▸ **RAW DATA**:
****************************************

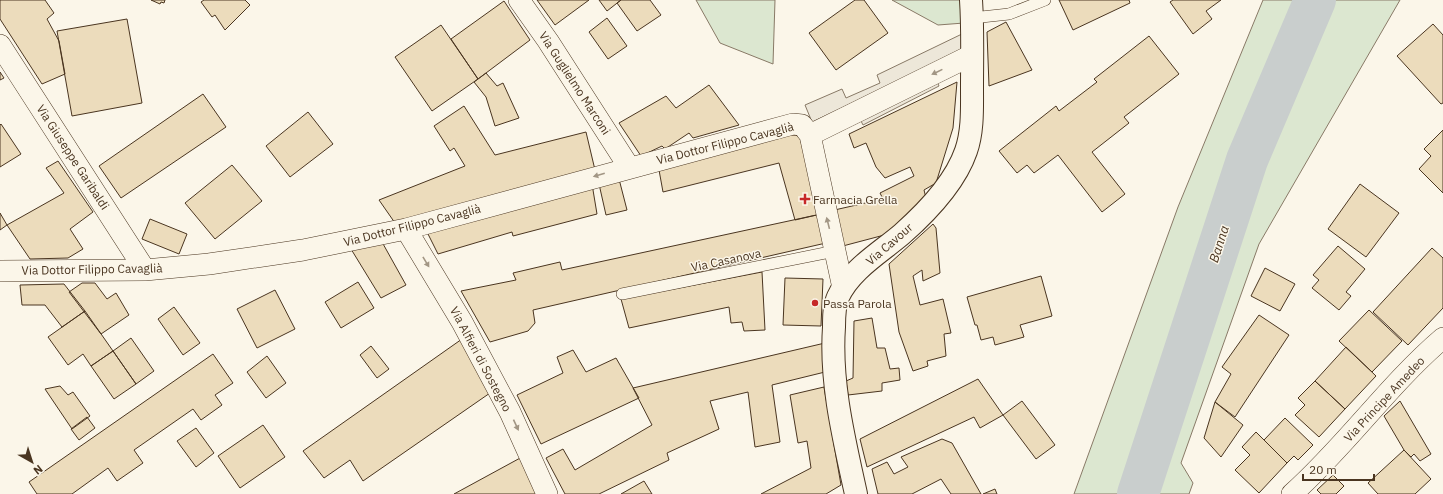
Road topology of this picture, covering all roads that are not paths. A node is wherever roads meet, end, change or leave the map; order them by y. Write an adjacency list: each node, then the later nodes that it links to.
1 (519, 0): 7 (street, Via Guglielmo Marconi)
2 (1045, 0): 3 (lane)
3 (971, 9): 5 (street, Via Cavour)
4 (0, 45): 10 (street, Via Giuseppe Garibaldi)
5 (972, 55): 6 (street, Via Dottor Filippo Cavaglià, one-way to 6); 12 (street, Via Cavour)
6 (810, 135): 7 (street, Via Dottor Filippo Cavaglià); 9 (street, Via Dottor Filippo Cavaglià, one-way to 6)
7 (629, 167): 8 (street, Via Dottor Filippo Cavaglià, one-way to 8)
8 (406, 229): 10 (street, Via Dottor Filippo Cavaglià); 15 (street, Via Alfieri di Sostegno, one-way to 15)
9 (835, 251): 12 (street, Via Dottor Filippo Cavaglià); 13 (lane, Via Casanova)
10 (145, 270): 11 (street, Via Dottor Filippo Cavaglià)
11 (0, 271)
12 (843, 288): 16 (street, Via Cavour)
13 (622, 294)
14 (1443, 338): 17 (street, Via Principe Amedeo)
15 (547, 494)
16 (856, 494)
17 (1292, 494)

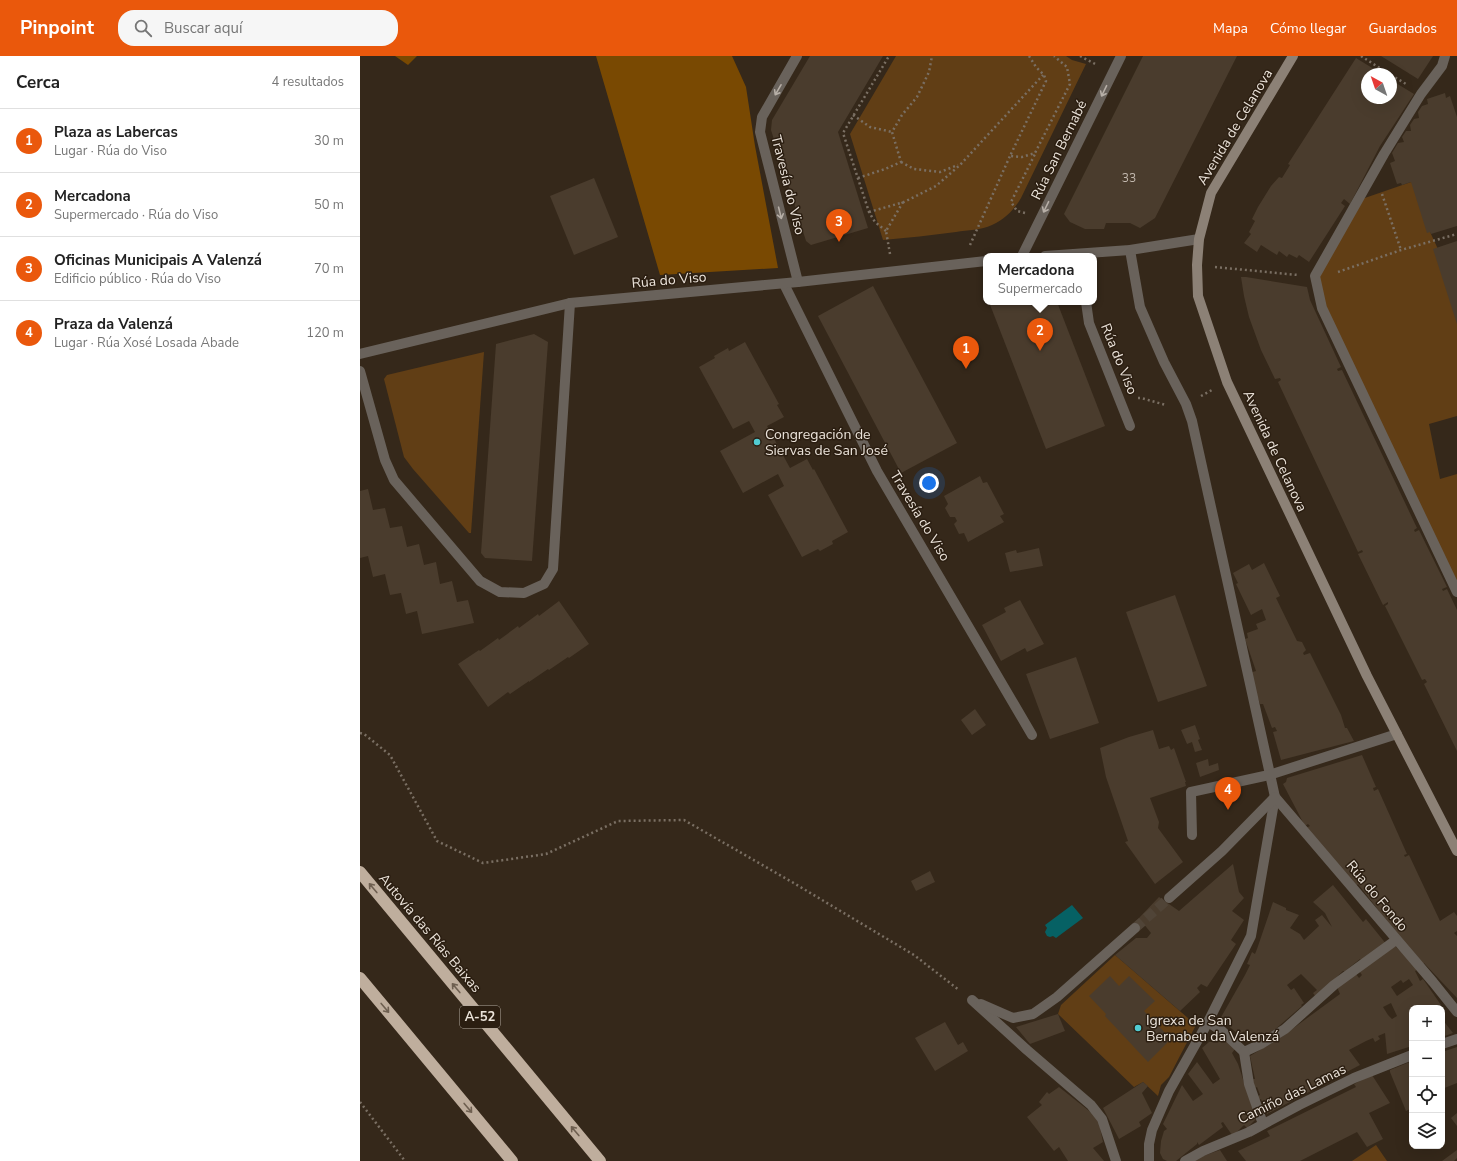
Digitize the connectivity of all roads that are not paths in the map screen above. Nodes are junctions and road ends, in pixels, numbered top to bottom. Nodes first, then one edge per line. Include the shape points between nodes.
1 (797, 56) edge
2 (1121, 56) edge
3 (1293, 56) edge
4 (1445, 56) edge
5 (1199, 238) junction
6 (1130, 250) junction
7 (1024, 253) edge
8 (1097, 253) edge
9 (983, 261) edge
10 (798, 282) junction
11 (784, 284) junction
12 (570, 303) junction
13 (1086, 305) edge
14 (360, 354) edge
15 (360, 371) edge
16 (1130, 426) dead end
17 (1457, 592) edge
18 (1397, 734) junction
19 (1032, 735) dead end
20 (1269, 775) junction
21 (1275, 797) junction
22 (1192, 835) dead end
23 (1457, 851) edge
24 (360, 872) edge
25 (1169, 898) tunnel mouth
26 (1135, 928) tunnel mouth
27 (1396, 940) junction
28 (360, 978) edge
29 (1457, 1012) edge
30 (1208, 1022) junction
31 (1457, 1039) edge
32 (1445, 1043) edge
33 (1244, 1052) junction
34 (1409, 1056) edge
35 (1263, 1124) junction
36 (512, 1161) edge
37 (600, 1161) edge
38 (1116, 1161) edge
39 (1149, 1161) edge
40 (1185, 1161) edge

1 -> 10 street, Travesía do Viso via 762,117 760,132
2 -> 7 street, Rúa San Bernabé
3 - 5 street, Avenida de Celanova via 1211,193
4 - 17 street via 1442,66 1421,94 1384,154 1315,276 1322,308
5 - 6 street
5 - 18 street, Avenida de Celanova via 1198,296 1227,382
6 - 8 street
6 - 20 street via 1140,307 1192,421
9 - 10 street, Rúa do Viso
10 - 11 street, Rúa do Viso
11 - 12 street, Rúa do Viso
11 - 19 street, Travesía do Viso via 877,471
12 - 14 street, Rúa do Viso
12 - 15 street via 553,569 544,584 524,593 500,592 480,581 394,480 385,460
13 - 16 street, Rúa do Viso via 1089,323
18 - 20 street
18 - 23 street, Avenida de Celanova
20 - 21 street
20 - 22 street via 1191,792
21 - 25 street via 1222,851
21 - 27 street, Rúa do Fondo
21 - 30 street via 1251,936
37 -> 24 highway, Autovía das Rías Baixas / A-52
26 - 38 street via 1057,997 1033,1014 1013,1018 972,1000 1091,1105 1102,1119
27 - 29 street, Rúa do Fondo
27 - 33 street via 1334,985 1285,1030
28 -> 36 highway
30 - 33 street via 1222,1031
30 - 39 street via 1169,1091 1152,1130
31 - 32 street
33 - 35 street via 1249,1084
34 - 35 street, Camiño das Lamas via 1354,1078
35 - 40 street, Camiño das Lamas

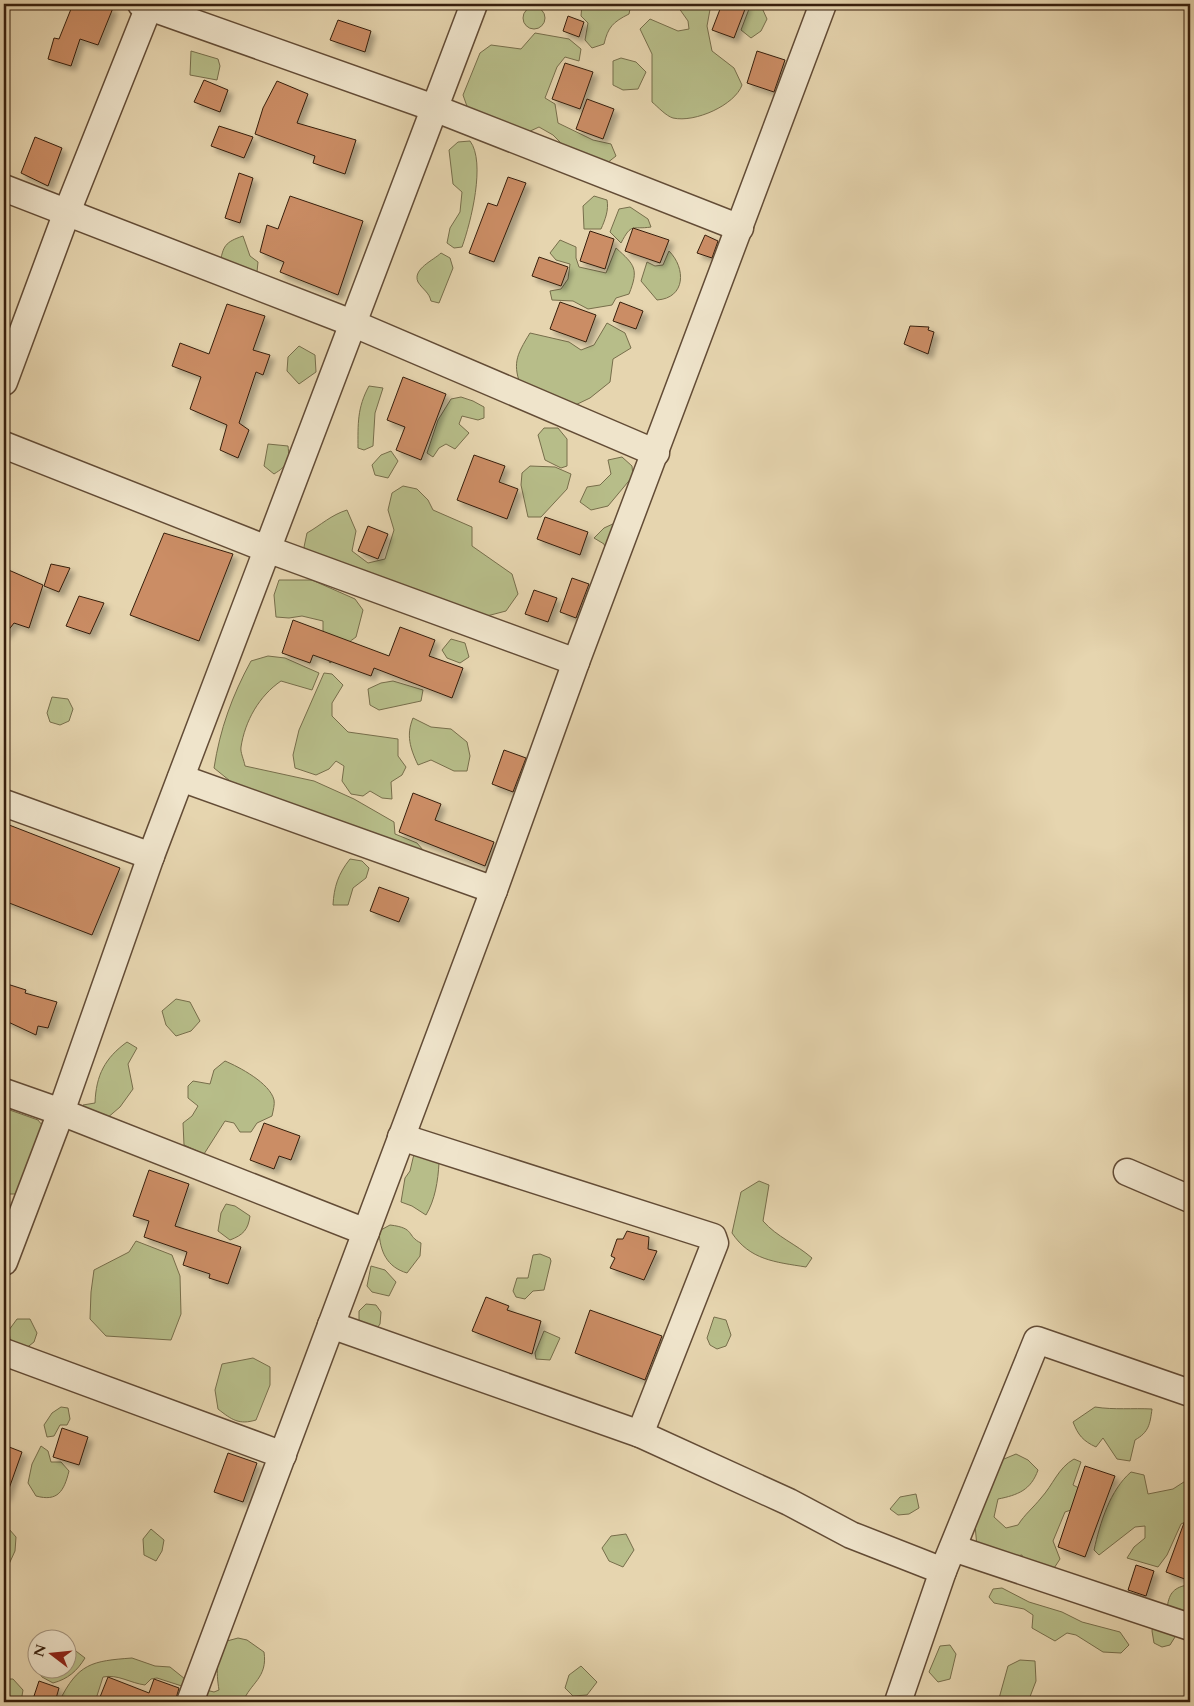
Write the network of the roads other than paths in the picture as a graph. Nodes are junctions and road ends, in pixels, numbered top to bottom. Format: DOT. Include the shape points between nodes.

****************************************

The listing should be transcribed exactly. No picture is to appear in the transcription.

▸ **EXERCISE OUTPUT**:
Road topology of this picture, covering all roads that are not paths. A node is wherever roads meet, end, change or leave the map; order them by y. Write an adjacency list: each node, then the later nodes that it links to.
1 (519, 0): 7 (street, Via Guglielmo Marconi)
2 (1045, 0): 3 (lane)
3 (971, 9): 5 (street, Via Cavour)
4 (0, 45): 10 (street, Via Giuseppe Garibaldi)
5 (972, 55): 6 (street, Via Dottor Filippo Cavaglià, one-way to 6); 12 (street, Via Cavour)
6 (810, 135): 7 (street, Via Dottor Filippo Cavaglià); 9 (street, Via Dottor Filippo Cavaglià, one-way to 6)
7 (629, 167): 8 (street, Via Dottor Filippo Cavaglià, one-way to 8)
8 (406, 229): 10 (street, Via Dottor Filippo Cavaglià); 15 (street, Via Alfieri di Sostegno, one-way to 15)
9 (835, 251): 12 (street, Via Dottor Filippo Cavaglià); 13 (lane, Via Casanova)
10 (145, 270): 11 (street, Via Dottor Filippo Cavaglià)
11 (0, 271)
12 (843, 288): 16 (street, Via Cavour)
13 (622, 294)
14 (1443, 338): 17 (street, Via Principe Amedeo)
15 (547, 494)
16 (856, 494)
17 (1292, 494)

Digitize the connectivity of all roads that are not paths in the map screen above. Nodes are junctions and road ends, in pixels, numbered top to bottom. Nodes first, then one edge per line. Include the shape points between nodes.
1 (797, 56) edge
2 (1121, 56) edge
3 (1293, 56) edge
4 (1445, 56) edge
5 (1199, 238) junction
6 (1130, 250) junction
7 (1024, 253) edge
8 (1097, 253) edge
9 (983, 261) edge
10 (798, 282) junction
11 (784, 284) junction
12 (570, 303) junction
13 (1086, 305) edge
14 (360, 354) edge
15 (360, 371) edge
16 (1130, 426) dead end
17 (1457, 592) edge
18 (1397, 734) junction
19 (1032, 735) dead end
20 (1269, 775) junction
21 (1275, 797) junction
22 (1192, 835) dead end
23 (1457, 851) edge
24 (360, 872) edge
25 (1169, 898) tunnel mouth
26 (1135, 928) tunnel mouth
27 (1396, 940) junction
28 (360, 978) edge
29 (1457, 1012) edge
30 (1208, 1022) junction
31 (1457, 1039) edge
32 (1445, 1043) edge
33 (1244, 1052) junction
34 (1409, 1056) edge
35 (1263, 1124) junction
36 (512, 1161) edge
37 (600, 1161) edge
38 (1116, 1161) edge
39 (1149, 1161) edge
40 (1185, 1161) edge

1 -> 10 street, Travesía do Viso via 762,117 760,132
2 -> 7 street, Rúa San Bernabé
3 - 5 street, Avenida de Celanova via 1211,193
4 - 17 street via 1442,66 1421,94 1384,154 1315,276 1322,308
5 - 6 street
5 - 18 street, Avenida de Celanova via 1198,296 1227,382
6 - 8 street
6 - 20 street via 1140,307 1192,421
9 - 10 street, Rúa do Viso
10 - 11 street, Rúa do Viso
11 - 12 street, Rúa do Viso
11 - 19 street, Travesía do Viso via 877,471
12 - 14 street, Rúa do Viso
12 - 15 street via 553,569 544,584 524,593 500,592 480,581 394,480 385,460
13 - 16 street, Rúa do Viso via 1089,323
18 - 20 street
18 - 23 street, Avenida de Celanova
20 - 21 street
20 - 22 street via 1191,792
21 - 25 street via 1222,851
21 - 27 street, Rúa do Fondo
21 - 30 street via 1251,936
37 -> 24 highway, Autovía das Rías Baixas / A-52
26 - 38 street via 1057,997 1033,1014 1013,1018 972,1000 1091,1105 1102,1119
27 - 29 street, Rúa do Fondo
27 - 33 street via 1334,985 1285,1030
28 -> 36 highway
30 - 33 street via 1222,1031
30 - 39 street via 1169,1091 1152,1130
31 - 32 street
33 - 35 street via 1249,1084
34 - 35 street, Camiño das Lamas via 1354,1078
35 - 40 street, Camiño das Lamas

Write the network of the roads other than paths in the picture as a graph. Nodes are junctions and road ends, in pixels, numbered top to bottom. Format: DOT. Include the shape points between nodes.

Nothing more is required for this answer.